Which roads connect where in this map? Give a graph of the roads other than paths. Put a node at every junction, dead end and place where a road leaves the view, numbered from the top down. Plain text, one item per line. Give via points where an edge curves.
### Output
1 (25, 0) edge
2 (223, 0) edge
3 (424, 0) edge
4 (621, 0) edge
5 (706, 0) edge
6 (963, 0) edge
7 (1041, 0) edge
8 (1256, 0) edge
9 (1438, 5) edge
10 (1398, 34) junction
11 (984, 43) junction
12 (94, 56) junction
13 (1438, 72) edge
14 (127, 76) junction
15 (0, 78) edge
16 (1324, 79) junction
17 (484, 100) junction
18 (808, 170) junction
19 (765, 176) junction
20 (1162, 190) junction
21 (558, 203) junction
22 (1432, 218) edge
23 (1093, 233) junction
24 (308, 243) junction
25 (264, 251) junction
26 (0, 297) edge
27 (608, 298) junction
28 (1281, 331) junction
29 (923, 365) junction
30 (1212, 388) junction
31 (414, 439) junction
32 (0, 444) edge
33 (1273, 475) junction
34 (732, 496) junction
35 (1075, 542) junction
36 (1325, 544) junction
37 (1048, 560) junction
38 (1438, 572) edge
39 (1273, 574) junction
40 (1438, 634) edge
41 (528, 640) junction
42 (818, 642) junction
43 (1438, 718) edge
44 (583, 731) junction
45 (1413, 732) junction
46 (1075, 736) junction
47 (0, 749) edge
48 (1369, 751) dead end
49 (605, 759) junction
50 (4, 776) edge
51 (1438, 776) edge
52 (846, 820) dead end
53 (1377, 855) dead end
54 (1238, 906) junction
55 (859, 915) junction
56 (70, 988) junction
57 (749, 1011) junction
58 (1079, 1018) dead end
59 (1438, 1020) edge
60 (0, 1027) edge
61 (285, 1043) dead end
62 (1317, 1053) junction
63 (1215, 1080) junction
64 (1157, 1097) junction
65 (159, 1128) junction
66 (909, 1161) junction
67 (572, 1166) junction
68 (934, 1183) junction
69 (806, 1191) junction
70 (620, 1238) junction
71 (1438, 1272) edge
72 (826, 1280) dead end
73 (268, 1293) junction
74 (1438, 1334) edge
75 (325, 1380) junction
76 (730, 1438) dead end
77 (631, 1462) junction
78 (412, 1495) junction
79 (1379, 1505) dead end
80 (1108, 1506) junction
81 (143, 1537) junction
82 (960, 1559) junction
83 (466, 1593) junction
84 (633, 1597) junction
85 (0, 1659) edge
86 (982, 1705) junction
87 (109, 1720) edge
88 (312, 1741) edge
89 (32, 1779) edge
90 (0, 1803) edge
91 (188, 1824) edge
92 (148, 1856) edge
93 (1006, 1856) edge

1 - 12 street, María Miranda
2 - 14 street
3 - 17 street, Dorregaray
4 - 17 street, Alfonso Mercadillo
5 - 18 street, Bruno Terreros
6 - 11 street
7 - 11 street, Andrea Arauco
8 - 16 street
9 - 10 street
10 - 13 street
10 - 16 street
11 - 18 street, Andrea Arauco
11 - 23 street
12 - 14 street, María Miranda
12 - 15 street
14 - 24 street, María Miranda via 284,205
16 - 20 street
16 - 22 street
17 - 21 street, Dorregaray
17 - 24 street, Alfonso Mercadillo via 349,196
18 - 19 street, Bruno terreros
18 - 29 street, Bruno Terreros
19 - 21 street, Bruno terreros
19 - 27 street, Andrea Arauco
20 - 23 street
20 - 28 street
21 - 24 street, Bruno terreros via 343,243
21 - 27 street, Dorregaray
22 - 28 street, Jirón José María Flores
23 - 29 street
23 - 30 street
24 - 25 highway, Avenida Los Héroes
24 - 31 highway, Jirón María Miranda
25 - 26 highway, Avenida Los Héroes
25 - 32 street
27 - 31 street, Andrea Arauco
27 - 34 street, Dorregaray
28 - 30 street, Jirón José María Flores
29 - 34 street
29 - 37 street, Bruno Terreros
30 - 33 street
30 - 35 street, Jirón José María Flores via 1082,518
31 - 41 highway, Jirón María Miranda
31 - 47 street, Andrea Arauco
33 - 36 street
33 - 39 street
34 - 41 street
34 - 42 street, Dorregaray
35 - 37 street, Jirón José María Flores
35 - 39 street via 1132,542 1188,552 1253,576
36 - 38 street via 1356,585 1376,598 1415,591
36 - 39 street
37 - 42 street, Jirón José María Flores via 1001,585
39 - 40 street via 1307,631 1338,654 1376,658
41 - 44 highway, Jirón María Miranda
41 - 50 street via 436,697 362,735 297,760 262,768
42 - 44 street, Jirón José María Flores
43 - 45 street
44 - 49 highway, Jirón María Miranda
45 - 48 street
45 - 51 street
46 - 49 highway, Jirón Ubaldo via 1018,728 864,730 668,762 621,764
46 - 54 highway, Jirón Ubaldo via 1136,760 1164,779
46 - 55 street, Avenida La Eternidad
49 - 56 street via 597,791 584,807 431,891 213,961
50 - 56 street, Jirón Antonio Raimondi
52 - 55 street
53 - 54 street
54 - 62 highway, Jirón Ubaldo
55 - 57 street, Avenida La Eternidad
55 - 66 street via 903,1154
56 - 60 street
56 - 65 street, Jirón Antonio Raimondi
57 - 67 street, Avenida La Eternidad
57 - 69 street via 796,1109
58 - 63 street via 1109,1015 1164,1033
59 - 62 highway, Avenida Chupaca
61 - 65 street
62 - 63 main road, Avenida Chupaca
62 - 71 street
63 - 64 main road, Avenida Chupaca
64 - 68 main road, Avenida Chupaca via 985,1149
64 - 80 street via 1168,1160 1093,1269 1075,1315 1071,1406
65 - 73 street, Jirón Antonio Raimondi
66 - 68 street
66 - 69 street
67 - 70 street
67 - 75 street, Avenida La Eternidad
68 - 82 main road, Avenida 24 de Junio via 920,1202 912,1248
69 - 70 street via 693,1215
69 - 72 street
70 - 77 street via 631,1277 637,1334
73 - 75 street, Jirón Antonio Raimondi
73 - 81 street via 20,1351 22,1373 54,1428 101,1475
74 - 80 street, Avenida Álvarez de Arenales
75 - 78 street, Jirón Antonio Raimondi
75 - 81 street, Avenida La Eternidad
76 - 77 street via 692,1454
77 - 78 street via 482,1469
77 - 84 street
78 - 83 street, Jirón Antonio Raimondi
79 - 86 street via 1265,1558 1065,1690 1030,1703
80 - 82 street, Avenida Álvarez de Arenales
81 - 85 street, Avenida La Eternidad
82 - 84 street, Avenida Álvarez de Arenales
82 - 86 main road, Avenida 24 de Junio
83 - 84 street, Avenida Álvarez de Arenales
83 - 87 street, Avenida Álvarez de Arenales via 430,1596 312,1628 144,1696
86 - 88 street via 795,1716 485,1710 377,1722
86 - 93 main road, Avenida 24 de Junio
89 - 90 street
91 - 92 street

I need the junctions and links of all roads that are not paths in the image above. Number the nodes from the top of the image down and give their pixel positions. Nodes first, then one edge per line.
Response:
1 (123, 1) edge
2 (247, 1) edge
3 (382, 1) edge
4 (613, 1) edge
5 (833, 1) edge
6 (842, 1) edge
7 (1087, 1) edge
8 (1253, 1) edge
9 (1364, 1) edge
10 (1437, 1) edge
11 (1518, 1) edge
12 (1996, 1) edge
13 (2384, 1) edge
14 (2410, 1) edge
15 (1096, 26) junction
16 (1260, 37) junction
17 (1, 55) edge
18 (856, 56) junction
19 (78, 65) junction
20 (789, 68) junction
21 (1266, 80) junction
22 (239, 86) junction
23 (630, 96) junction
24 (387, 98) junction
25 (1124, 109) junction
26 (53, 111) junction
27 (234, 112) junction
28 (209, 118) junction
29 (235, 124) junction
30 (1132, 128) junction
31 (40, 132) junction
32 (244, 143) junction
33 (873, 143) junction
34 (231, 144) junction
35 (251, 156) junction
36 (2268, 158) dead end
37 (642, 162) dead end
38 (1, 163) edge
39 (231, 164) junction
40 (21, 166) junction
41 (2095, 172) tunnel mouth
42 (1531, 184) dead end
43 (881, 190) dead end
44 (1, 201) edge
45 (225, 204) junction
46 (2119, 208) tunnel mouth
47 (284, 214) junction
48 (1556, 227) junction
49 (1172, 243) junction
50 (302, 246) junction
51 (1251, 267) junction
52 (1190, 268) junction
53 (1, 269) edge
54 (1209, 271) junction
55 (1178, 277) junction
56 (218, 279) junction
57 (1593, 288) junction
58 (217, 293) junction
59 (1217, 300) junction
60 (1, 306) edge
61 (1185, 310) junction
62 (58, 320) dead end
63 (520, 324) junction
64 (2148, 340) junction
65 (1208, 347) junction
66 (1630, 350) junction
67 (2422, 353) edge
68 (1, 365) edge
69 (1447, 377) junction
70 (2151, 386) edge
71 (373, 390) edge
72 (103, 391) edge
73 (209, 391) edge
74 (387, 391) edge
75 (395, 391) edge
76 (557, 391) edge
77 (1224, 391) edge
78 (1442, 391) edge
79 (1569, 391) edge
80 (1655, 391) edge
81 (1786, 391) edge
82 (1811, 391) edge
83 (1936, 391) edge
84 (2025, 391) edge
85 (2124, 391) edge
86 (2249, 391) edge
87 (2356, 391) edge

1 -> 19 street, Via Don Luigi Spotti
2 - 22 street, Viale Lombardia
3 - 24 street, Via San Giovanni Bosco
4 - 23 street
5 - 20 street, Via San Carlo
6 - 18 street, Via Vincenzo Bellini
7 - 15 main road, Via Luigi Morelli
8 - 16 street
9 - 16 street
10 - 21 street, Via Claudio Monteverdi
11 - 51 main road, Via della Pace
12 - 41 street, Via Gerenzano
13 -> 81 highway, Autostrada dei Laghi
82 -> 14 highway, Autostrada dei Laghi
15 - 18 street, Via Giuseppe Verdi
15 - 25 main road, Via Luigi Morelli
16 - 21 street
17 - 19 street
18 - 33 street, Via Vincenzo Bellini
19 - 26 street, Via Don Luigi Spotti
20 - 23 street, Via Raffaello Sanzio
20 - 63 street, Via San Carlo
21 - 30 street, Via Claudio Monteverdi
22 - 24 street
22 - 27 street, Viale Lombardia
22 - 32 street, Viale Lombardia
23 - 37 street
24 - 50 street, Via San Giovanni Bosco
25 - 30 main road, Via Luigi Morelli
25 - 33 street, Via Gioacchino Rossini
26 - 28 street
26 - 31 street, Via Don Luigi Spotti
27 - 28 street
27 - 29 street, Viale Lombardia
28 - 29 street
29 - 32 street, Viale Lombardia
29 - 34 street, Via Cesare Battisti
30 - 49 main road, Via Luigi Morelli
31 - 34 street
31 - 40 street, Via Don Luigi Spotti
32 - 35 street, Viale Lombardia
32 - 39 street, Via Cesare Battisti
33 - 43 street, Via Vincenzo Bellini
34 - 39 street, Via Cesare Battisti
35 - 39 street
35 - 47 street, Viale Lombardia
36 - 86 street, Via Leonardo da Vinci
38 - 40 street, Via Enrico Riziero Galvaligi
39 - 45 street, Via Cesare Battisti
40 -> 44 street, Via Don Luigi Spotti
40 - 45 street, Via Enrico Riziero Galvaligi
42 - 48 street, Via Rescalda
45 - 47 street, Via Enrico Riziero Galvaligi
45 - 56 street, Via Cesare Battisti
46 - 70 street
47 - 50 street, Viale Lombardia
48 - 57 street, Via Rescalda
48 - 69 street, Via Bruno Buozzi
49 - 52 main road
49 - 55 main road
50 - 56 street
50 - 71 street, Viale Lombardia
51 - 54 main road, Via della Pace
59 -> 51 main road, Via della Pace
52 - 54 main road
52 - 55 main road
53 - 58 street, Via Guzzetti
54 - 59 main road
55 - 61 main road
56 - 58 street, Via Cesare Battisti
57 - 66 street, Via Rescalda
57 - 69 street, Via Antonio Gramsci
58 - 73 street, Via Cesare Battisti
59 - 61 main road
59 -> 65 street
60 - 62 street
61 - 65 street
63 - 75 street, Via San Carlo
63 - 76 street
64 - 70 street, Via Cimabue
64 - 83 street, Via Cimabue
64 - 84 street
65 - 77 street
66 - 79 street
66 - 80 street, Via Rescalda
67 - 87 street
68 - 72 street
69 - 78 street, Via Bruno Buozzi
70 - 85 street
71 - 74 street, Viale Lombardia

* * * * * * *

### Directions:
Locate the word "Vincenzo" in the records and collect each line it appears in.

### Answer section:
6 - 18 street, Via Vincenzo Bellini
18 - 33 street, Via Vincenzo Bellini
33 - 43 street, Via Vincenzo Bellini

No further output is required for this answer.